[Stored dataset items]
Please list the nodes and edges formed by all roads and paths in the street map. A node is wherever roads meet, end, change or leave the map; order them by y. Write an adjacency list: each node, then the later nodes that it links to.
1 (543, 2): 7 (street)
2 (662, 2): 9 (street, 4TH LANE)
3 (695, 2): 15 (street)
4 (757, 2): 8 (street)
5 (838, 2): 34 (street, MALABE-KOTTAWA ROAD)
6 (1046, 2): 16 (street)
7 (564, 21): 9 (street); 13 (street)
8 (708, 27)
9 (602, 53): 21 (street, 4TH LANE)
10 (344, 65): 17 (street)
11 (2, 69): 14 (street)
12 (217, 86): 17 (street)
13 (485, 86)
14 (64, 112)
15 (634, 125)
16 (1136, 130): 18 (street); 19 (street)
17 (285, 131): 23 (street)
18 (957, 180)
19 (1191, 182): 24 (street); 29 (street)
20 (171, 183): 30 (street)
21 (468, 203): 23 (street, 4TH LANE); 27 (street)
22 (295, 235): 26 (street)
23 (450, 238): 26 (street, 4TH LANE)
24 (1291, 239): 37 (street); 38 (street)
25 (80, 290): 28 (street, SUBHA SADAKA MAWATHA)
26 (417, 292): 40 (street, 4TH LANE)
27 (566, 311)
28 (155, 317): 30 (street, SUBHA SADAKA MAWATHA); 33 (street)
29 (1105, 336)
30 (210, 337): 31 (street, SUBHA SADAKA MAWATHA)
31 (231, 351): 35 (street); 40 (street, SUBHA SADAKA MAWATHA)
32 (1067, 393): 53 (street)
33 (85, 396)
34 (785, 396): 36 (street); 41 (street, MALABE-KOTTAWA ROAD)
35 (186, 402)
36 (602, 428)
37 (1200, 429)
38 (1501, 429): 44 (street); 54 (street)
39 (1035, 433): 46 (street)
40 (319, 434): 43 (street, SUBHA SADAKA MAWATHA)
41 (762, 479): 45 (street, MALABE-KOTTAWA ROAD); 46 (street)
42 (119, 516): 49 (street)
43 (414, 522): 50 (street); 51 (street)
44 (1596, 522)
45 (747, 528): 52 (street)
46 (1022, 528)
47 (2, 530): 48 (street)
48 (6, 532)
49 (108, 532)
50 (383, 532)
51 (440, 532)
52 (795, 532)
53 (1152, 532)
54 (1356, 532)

The problem:
The records shown above must be returned in full, exactly as written.

Solution to this exercise:
Please list the nodes and edges formed by all roads and paths in the street map. A node is wherever roads meet, end, change or leave the map; order them by y. Write an adjacency list: each node, then the later nodes that it links to.
1 (543, 2): 7 (street)
2 (662, 2): 9 (street, 4TH LANE)
3 (695, 2): 15 (street)
4 (757, 2): 8 (street)
5 (838, 2): 34 (street, MALABE-KOTTAWA ROAD)
6 (1046, 2): 16 (street)
7 (564, 21): 9 (street); 13 (street)
8 (708, 27)
9 (602, 53): 21 (street, 4TH LANE)
10 (344, 65): 17 (street)
11 (2, 69): 14 (street)
12 (217, 86): 17 (street)
13 (485, 86)
14 (64, 112)
15 (634, 125)
16 (1136, 130): 18 (street); 19 (street)
17 (285, 131): 23 (street)
18 (957, 180)
19 (1191, 182): 24 (street); 29 (street)
20 (171, 183): 30 (street)
21 (468, 203): 23 (street, 4TH LANE); 27 (street)
22 (295, 235): 26 (street)
23 (450, 238): 26 (street, 4TH LANE)
24 (1291, 239): 37 (street); 38 (street)
25 (80, 290): 28 (street, SUBHA SADAKA MAWATHA)
26 (417, 292): 40 (street, 4TH LANE)
27 (566, 311)
28 (155, 317): 30 (street, SUBHA SADAKA MAWATHA); 33 (street)
29 (1105, 336)
30 (210, 337): 31 (street, SUBHA SADAKA MAWATHA)
31 (231, 351): 35 (street); 40 (street, SUBHA SADAKA MAWATHA)
32 (1067, 393): 53 (street)
33 (85, 396)
34 (785, 396): 36 (street); 41 (street, MALABE-KOTTAWA ROAD)
35 (186, 402)
36 (602, 428)
37 (1200, 429)
38 (1501, 429): 44 (street); 54 (street)
39 (1035, 433): 46 (street)
40 (319, 434): 43 (street, SUBHA SADAKA MAWATHA)
41 (762, 479): 45 (street, MALABE-KOTTAWA ROAD); 46 (street)
42 (119, 516): 49 (street)
43 (414, 522): 50 (street); 51 (street)
44 (1596, 522)
45 (747, 528): 52 (street)
46 (1022, 528)
47 (2, 530): 48 (street)
48 (6, 532)
49 (108, 532)
50 (383, 532)
51 (440, 532)
52 (795, 532)
53 (1152, 532)
54 (1356, 532)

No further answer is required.